Although the chemokine- and chemokine receptor-based signature can serve as a robust biomarker for immunotherapy and chemotherapy response in female advanced colorectal adenocarcinoma patients, our study has some limitations. First, all samples from four independent cohorts were retrospective data, and a prospective study of the risk model will be necessary. Second, validation was only performed using 32 pairs of tissue specimens and two CRC cell lines, which might not encompass the heterogeneity of female advanced colorectal adenocarcinoma fully. Third, our study only demonstrated the relationship between signature and immune checkpoints, however, we didn’t explore the relationship between the signature and other potential influencing factors (such as patient lifestyle or other genetic markers). Finally, the ability to predict the immunotherapy and chemotherapy response was assessed indirectly; a more direct study will be required to validate our results.
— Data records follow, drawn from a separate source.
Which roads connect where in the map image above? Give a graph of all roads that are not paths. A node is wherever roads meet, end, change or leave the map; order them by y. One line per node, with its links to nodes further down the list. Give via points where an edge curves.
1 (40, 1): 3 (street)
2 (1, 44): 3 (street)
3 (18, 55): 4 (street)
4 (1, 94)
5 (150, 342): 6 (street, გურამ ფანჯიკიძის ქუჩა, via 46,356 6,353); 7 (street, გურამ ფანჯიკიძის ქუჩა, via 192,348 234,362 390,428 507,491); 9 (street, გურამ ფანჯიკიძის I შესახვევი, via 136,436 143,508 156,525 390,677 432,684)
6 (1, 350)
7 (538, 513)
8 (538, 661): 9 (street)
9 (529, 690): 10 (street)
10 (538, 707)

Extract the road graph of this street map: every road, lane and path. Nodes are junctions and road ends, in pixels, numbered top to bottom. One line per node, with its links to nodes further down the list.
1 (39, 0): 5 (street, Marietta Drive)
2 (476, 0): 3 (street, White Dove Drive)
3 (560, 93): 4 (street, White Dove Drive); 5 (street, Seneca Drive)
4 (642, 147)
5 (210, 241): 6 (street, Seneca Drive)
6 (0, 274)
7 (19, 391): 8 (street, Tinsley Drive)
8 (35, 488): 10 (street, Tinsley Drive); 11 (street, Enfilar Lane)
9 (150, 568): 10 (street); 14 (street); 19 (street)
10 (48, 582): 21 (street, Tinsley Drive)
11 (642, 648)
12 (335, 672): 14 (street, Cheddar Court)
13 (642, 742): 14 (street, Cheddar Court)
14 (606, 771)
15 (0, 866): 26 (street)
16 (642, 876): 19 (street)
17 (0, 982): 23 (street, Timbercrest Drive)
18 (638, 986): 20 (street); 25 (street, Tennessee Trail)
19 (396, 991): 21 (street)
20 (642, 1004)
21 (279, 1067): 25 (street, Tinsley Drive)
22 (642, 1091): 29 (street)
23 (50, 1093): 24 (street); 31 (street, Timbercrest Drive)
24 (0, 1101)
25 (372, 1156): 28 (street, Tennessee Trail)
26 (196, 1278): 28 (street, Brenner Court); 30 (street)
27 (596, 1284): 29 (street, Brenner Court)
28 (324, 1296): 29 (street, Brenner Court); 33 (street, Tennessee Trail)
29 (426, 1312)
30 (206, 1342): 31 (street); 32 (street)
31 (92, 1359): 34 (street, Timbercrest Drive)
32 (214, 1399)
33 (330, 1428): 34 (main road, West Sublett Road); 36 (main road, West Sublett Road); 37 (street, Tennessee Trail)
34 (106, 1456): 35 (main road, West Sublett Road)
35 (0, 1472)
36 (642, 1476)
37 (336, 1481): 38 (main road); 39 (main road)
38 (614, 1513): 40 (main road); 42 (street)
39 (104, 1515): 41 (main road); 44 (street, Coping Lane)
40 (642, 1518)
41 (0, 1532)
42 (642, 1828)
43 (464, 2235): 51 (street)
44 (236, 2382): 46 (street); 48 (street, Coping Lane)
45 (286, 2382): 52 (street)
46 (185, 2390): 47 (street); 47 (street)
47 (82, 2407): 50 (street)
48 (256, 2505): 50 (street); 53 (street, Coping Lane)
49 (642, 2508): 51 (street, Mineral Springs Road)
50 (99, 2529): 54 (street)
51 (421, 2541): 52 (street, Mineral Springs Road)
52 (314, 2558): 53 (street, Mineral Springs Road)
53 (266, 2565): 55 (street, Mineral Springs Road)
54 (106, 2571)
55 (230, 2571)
In conclusion, we first constructed a signature based on chemokines and chemokine receptors in female advanced colorectal adenocarcinoma patients, which could be used to predict the prognosis of female patients with advanced colorectal adenocarcinoma. Meanwhile, the landscape of immune infiltration and immune response were described. Finally, the signature could also serve as a biomarker for predicting immunotherapy and chemotherapy response in female advanced colorectal adenocarcinoma patients, which will provide significant guidance for clinicians to achieve individualized immunotherapy and chemotherapy for female patients with advanced colorectal adenocarcinoma.

Conclusions

Our study was the first to construct a robust prognostic chemokine- and chemokine receptor-based signature, which could serve as a new guideline for immunotherapy and chemotherapy response to provide individualized treatment strategy for female patients with advanced colorectal adenocarcinoma.